Elise Sereni
     Patkotak
Tuesday, November 07, 2006

The Democrats sweep the elections and Brittany Spears is getting divorced.  Are these not signs of the Apocalypse?

Elise Sereni Patkotak • 10:42 PM •

Go vote today or shut up and don’t complain about anything in public life ever again. If you don’t vote, you lose all right to complain, comment or otherwise have attitude about any elected official or policy they may devise.  And I’m a menopausal woman with attitude so you sure don’t want to question why I get to make that rule.

Elise Sereni Patkotak • 06:12 AM •
Monday, November 06, 2006

There was an article in the paper yesterday about the latest in technology being little speakers to go with the I-Pods or whatever the hell it is that people are using to listen to music nowadays.  I only have this to say about that.  PLEASE DON’T!!!  PLEASE, OH PLEASE, OH PLEASE, DON’T!!  Isn’t there enough unnecessary noise in the world today? Don’t make me listen to your music whether it is a rap song about somebody’s ho or a ballad about somebody’s ....well, ho.  Keep it to youself.  Please.

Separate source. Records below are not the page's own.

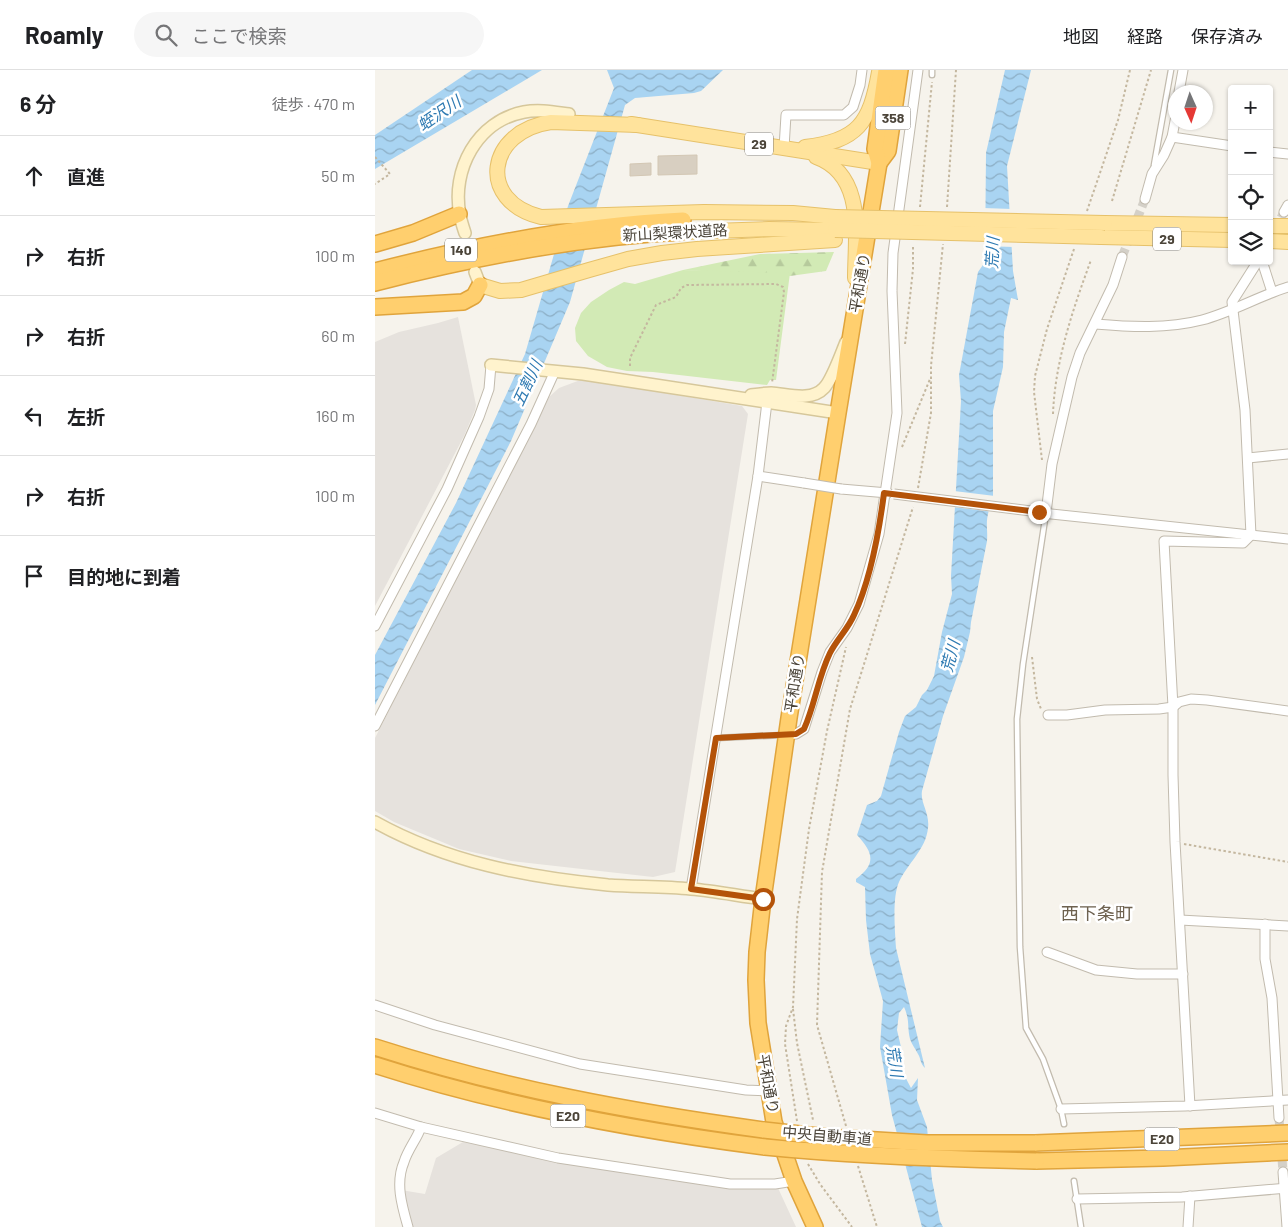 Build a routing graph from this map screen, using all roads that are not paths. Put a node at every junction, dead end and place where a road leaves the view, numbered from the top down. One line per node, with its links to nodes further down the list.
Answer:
1 (862, 70): 14 (street)
2 (880, 70): 14 (main road)
3 (886, 70): 17 (highway, 平和通り / 358)
4 (900, 70): 17 (highway, 平和通り / 358)
5 (918, 70): 54 (street)
6 (1171, 70): 18 (lane)
7 (1183, 70): 8 (street)
8 (1180, 85)
9 (569, 114): 10 (main road, 29); 20 (street)
10 (590, 120): 14 (main road, 29); 22 (main road, 29)
11 (1173, 130): 12 (street)
12 (1172, 137): 13 (street); 18 (street)
13 (1228, 145)
14 (784, 148): 17 (main road, 29); 41 (main road)
15 (1273, 152): 16 (street)
16 (1288, 154)
17 (879, 163): 41 (highway, 平和通り / 358)
18 (1152, 174): 19 (street)
19 (1145, 199)
20 (459, 214): 27 (street); 32 (highway)
21 (1228, 225): 26 (main road, 29, bridge)
22 (601, 226): 23 (highway, 新山梨環状道路 / 140); 26 (main road, 29); 28 (highway, 140)
23 (683, 226): 26 (main road, 29)
24 (1273, 226): 25 (main road)
25 (1288, 226)
26 (835, 229): 29 (main road, 29, bridge); 37 (main road)
27 (465, 233)
28 (547, 239): 36 (highway, 140); 38 (highway, 140)
29 (1228, 240)
30 (1273, 242): 31 (main road)
31 (1288, 242)
32 (375, 244)
33 (1122, 257): 44 (street)
34 (1255, 265): 43 (street)
35 (1263, 265): 40 (street)
36 (375, 270)
37 (477, 279): 42 (highway)
38 (375, 283)
39 (1288, 287): 40 (street)
40 (1272, 292): 43 (street)
41 (856, 305): 45 (highway, 平和通り / 358)
42 (375, 307)
43 (1232, 309): 44 (street); 52 (street)
44 (1095, 324): 55 (street)
45 (851, 331): 48 (street); 50 (highway, 平和通り / 358)
46 (491, 365): 47 (street); 58 (street)
47 (551, 370): 48 (street); 62 (street)
48 (737, 397): 49 (street)
49 (767, 402): 50 (street); 53 (street)
50 (838, 413): 63 (highway, 平和通り / 358)
51 (1288, 454): 52 (street)
52 (1248, 458): 56 (street)
53 (758, 476): 54 (street, bridge); 64 (street)
54 (889, 493): 55 (street, bridge); 63 (street)
55 (1043, 513): 56 (street); 80 (lane)
56 (1251, 536): 57 (street); 59 (street)
57 (1288, 539)
58 (375, 626)
59 (1173, 707): 60 (street); 61 (street); 68 (street)
60 (1288, 711)
61 (1047, 715)
62 (375, 726)
63 (787, 735): 64 (lane); 67 (highway, 平和通り / 358)
64 (716, 738): 66 (street)
65 (375, 822): 66 (street)
66 (691, 889): 67 (street)
67 (763, 899): 76 (highway, 平和通り / 358)
68 (1180, 920): 69 (street); 72 (street)
69 (1265, 924): 70 (street); 78 (street)
70 (1288, 926)
71 (1047, 952): 72 (street)
72 (1183, 974): 79 (street)
73 (375, 1005): 76 (street)
74 (375, 1048): 85 (highway, 中央自動車道 / E20, bridge)
75 (375, 1065): 86 (highway, 中央自動車道 / E20, bridge)
76 (768, 1091): 88 (highway, 平和通り / 358)
77 (1288, 1100): 78 (street)
78 (1277, 1101): 79 (street); 82 (street)
79 (1190, 1106): 80 (street)
80 (1061, 1109): 83 (lane)
81 (375, 1113): 84 (street)
82 (1279, 1118)
83 (1064, 1124)
84 (421, 1127): 88 (street); 93 (street)
85 (1288, 1133)
86 (1288, 1152)
87 (1283, 1172): 90 (street)
88 (794, 1181): 94 (highway, 平和通り / 358)
89 (1074, 1181): 92 (lane)
90 (1286, 1188): 91 (street); 97 (street)
91 (1190, 1196): 92 (street); 96 (street)
92 (1077, 1199): 95 (lane)
93 (408, 1227)
94 (815, 1227)
95 (1081, 1227)
96 (1188, 1227)
97 (1287, 1227)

Elise Sereni Patkotak • 06:23 AM •
Sunday, November 05, 2006

Come Tuesday, our silly season will be over and we will advance to the really important stuff.  Or am I the only one who has noticed the sudden glut of toy commercials on TV?

Elise Sereni Patkotak • 06:40 AM •
Saturday, November 04, 2006

If eyebrows are the vestigial remnants of facial hair, what’s their purpose? Why did they remain after the other hair left?  What has ever been their point in life? What do they do for us that we kept them but got rid of the hair on our ears...well, at least, most of us got rid of ear hair.

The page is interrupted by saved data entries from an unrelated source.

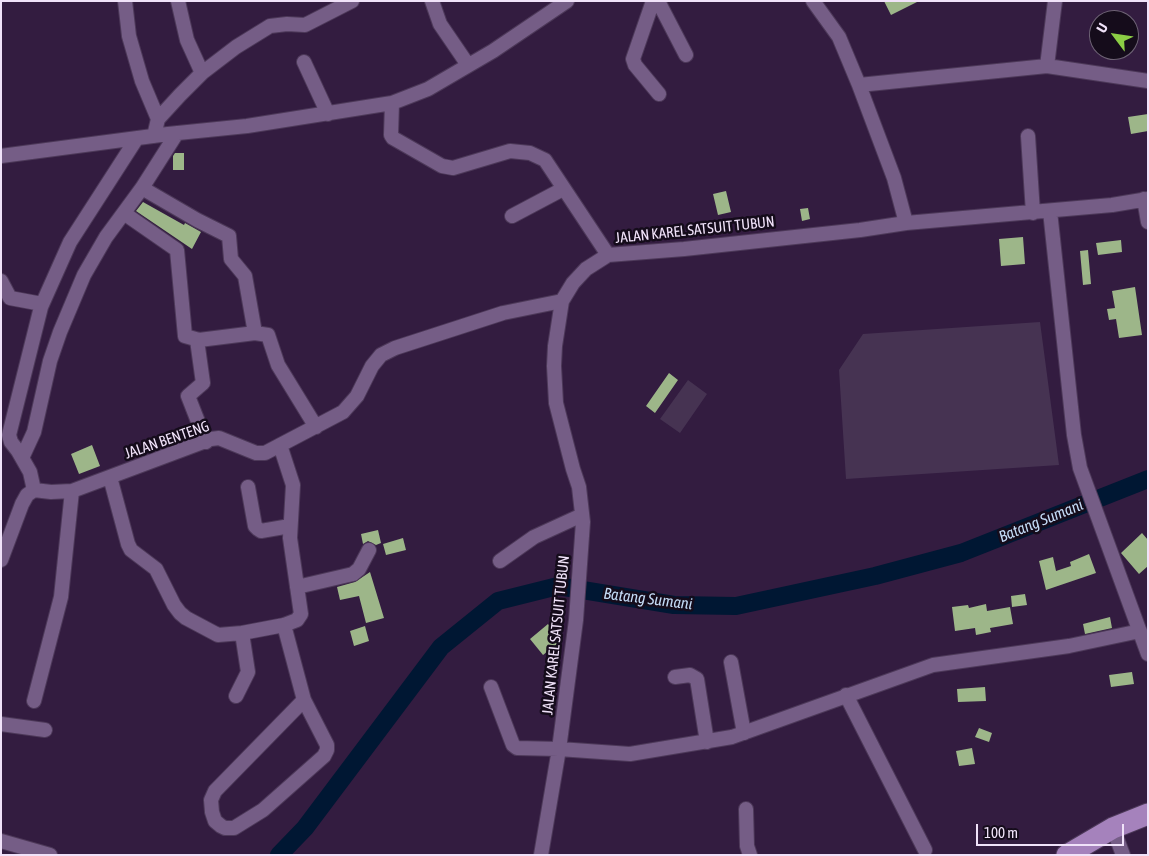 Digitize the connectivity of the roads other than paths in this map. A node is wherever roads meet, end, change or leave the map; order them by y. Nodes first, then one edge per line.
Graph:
1 (125, 1) edge
2 (178, 1) edge
3 (352, 1) edge
4 (432, 1) edge
5 (567, 1) edge
6 (653, 1) edge
7 (658, 1) edge
8 (813, 1) edge
9 (1055, 1) edge
10 (686, 55) dead end
11 (304, 62) dead end
12 (468, 65) junction
13 (1047, 66) junction
14 (202, 73) junction
15 (1148, 81) edge
16 (860, 85) junction
17 (659, 94) dead end
18 (392, 102) junction
19 (328, 114) junction
20 (158, 119) junction
21 (177, 133) junction
22 (154, 136) junction
23 (1028, 136) dead end
24 (137, 138) junction
25 (1, 156) edge
26 (142, 188) junction
27 (563, 189) junction
28 (1146, 199) edge
29 (1050, 210) junction
30 (125, 213) junction
31 (1032, 213) junction
32 (512, 216) dead end
33 (1148, 222) edge
34 (906, 223) junction
35 (608, 256) junction
36 (1, 281) edge
37 (562, 301) junction
38 (42, 304) junction
39 (254, 333) junction
40 (197, 340) junction
41 (316, 427) junction
42 (6, 442) edge
43 (206, 442) junction
44 (280, 445) junction
45 (22, 458) junction
46 (110, 477) junction
47 (248, 486) dead end
48 (34, 490) junction
49 (72, 491) junction
50 (582, 515) junction
51 (290, 526) junction
52 (4, 544) edge
53 (368, 550) dead end
54 (1, 560) edge
55 (500, 561) dead end
56 (298, 587) junction
57 (284, 625) junction
58 (1140, 630) junction
59 (242, 633) junction
60 (1148, 654) edge
61 (731, 662) dead end
62 (675, 677) dead end
63 (491, 687) dead end
64 (846, 695) junction
65 (236, 696) dead end
66 (304, 700) junction
67 (34, 701) dead end
68 (1, 724) edge
69 (46, 730) dead end
70 (744, 733) junction
71 (707, 742) junction
72 (559, 748) junction
73 (746, 809) dead end
74 (1148, 814) edge
75 (1113, 828) junction
76 (1, 841) edge
77 (925, 850) dead end
78 (50, 855) edge
79 (541, 855) edge
80 (750, 855) edge
81 (1067, 855) edge
82 (1123, 855) edge

1 - 20 street
2 - 14 street
3 - 14 street
4 - 12 street
5 - 12 street
6 - 17 street
7 - 10 street
8 - 16 street
9 - 13 street
11 - 19 street
12 - 18 street
13 - 15 street
13 - 16 street
14 - 20 street
16 - 34 street
18 - 19 street
18 - 27 street
19 - 21 street
20 - 22 street
21 - 22 street
21 - 26 street
22 - 24 street
23 - 31 street
24 - 25 street
24 - 38 street
26 - 30 street
26 - 39 street
27 - 32 street
27 - 35 street
28 - 29 street, JALAN KAREL SATSUIT TUBUN
28 - 33 street
29 - 31 street, JALAN KAREL SATSUIT TUBUN
29 - 58 street
30 - 40 street
30 - 45 street
31 - 34 street, JALAN KAREL SATSUIT TUBUN
34 - 35 street, JALAN KAREL SATSUIT TUBUN
35 - 37 street, JALAN KAREL SATSUIT TUBUN
36 - 38 street
37 - 41 street, JALAN BENTENG
37 - 50 street, JALAN KAREL SATSUIT TUBUN
38 - 42 street
39 - 40 street
39 - 41 street
40 - 43 street
41 - 44 street, JALAN BENTENG
42 - 45 street
43 - 44 street, JALAN BENTENG
43 - 46 street, JALAN BENTENG
44 - 51 street
45 - 48 street
46 - 49 street, JALAN BENTENG
46 - 59 street
47 - 51 street
48 - 49 street, JALAN BENTENG
48 - 52 street
49 - 67 street
50 - 55 street
50 - 72 street, JALAN KAREL SATSUIT TUBUN
51 - 56 street
52 - 54 street
53 - 56 street
56 - 57 street
57 - 59 street
57 - 66 street
58 - 60 street
58 - 64 street
59 - 65 street
61 - 70 street
62 - 71 street
63 - 72 street
64 - 70 street
64 - 77 street
66 - 66 street
68 - 69 street
70 - 71 street
71 - 72 street
72 - 79 street, JALAN KAREL SATSUIT TUBUN
73 - 80 street
74 - 75 highway
75 - 81 highway
75 - 82 street
76 - 78 street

Elise Sereni Patkotak • 06:08 AM •
Friday, November 03, 2006

KBRW, Barrow’s one and only radio station, is a public broadcasting station that is critical to the people of the north. It’s having its membership drive this week. If you are an old Barrowite reading this, you should consider making a pledge if only in memory of all those great Sunday evening singspirations you remember so well...or Cora singing Happy Birthday on the birthday program...or Johnny Adams singing “This Land is Your Land” in Inupiaq during local talent day.
And if you never have been to Barrow, consider pledging just for the boost it will give to your reputation to say that you pledged to the farthest north public broadcasting station in America.
KBRW now streams online so you can go to their website to make your pledge and then listen to your name read over the air as a contributor.  Really, do you have anything better than that to look forward to today?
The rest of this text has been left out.